### What the task asks
Scan the records and identify every line in which the string "name" occurs, then return those lines.

##########

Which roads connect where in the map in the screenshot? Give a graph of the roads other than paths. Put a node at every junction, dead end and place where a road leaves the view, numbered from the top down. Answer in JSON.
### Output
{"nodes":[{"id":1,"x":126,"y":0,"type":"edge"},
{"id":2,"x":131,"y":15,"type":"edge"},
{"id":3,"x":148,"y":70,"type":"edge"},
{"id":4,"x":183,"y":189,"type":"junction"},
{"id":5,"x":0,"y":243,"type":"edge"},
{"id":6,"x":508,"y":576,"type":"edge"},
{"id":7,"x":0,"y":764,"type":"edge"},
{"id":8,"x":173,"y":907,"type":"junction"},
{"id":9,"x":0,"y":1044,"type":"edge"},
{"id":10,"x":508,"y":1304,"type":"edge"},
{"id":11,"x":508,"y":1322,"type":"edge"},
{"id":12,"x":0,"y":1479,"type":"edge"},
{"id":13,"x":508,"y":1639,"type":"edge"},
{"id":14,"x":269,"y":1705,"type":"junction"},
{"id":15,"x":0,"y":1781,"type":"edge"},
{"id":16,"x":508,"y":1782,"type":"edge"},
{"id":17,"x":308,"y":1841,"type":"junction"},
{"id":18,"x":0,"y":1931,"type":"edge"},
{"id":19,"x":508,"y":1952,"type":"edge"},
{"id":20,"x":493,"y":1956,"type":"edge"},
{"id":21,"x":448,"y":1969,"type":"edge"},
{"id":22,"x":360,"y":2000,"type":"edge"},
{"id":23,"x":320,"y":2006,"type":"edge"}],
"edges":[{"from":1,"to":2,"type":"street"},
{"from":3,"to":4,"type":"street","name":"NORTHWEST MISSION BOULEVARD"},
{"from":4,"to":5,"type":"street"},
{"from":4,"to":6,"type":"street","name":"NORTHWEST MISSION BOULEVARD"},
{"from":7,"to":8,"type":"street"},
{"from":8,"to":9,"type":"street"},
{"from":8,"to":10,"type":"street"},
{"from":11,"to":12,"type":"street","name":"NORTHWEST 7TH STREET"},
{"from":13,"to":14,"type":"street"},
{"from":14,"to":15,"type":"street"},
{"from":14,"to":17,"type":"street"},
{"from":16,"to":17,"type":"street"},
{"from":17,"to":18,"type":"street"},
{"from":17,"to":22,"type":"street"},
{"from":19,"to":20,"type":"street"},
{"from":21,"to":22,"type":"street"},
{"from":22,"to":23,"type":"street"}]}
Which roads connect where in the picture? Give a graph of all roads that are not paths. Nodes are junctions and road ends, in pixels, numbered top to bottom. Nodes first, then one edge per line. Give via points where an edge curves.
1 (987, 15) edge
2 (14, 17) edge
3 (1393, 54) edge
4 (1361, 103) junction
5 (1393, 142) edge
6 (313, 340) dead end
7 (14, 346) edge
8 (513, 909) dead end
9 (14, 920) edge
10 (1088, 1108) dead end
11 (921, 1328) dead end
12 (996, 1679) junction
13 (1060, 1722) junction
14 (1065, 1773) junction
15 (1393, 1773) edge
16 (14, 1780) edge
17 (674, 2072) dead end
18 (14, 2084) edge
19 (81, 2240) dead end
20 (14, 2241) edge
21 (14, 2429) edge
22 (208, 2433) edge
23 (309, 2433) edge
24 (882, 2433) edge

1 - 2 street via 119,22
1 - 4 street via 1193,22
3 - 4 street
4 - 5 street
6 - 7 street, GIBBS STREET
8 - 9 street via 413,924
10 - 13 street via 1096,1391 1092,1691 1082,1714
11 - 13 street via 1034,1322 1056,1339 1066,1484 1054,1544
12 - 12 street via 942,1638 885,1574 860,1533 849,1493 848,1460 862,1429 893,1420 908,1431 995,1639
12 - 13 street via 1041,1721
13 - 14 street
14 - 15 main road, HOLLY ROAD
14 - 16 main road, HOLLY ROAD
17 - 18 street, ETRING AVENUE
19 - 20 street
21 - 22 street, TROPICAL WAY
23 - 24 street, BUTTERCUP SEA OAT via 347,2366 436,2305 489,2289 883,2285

##########

### Your solution
{"from":3,"to":4,"type":"street","name":"NORTHWEST MISSION BOULEVARD"},
{"from":4,"to":6,"type":"street","name":"NORTHWEST MISSION BOULEVARD"},
{"from":11,"to":12,"type":"street","name":"NORTHWEST 7TH STREET"},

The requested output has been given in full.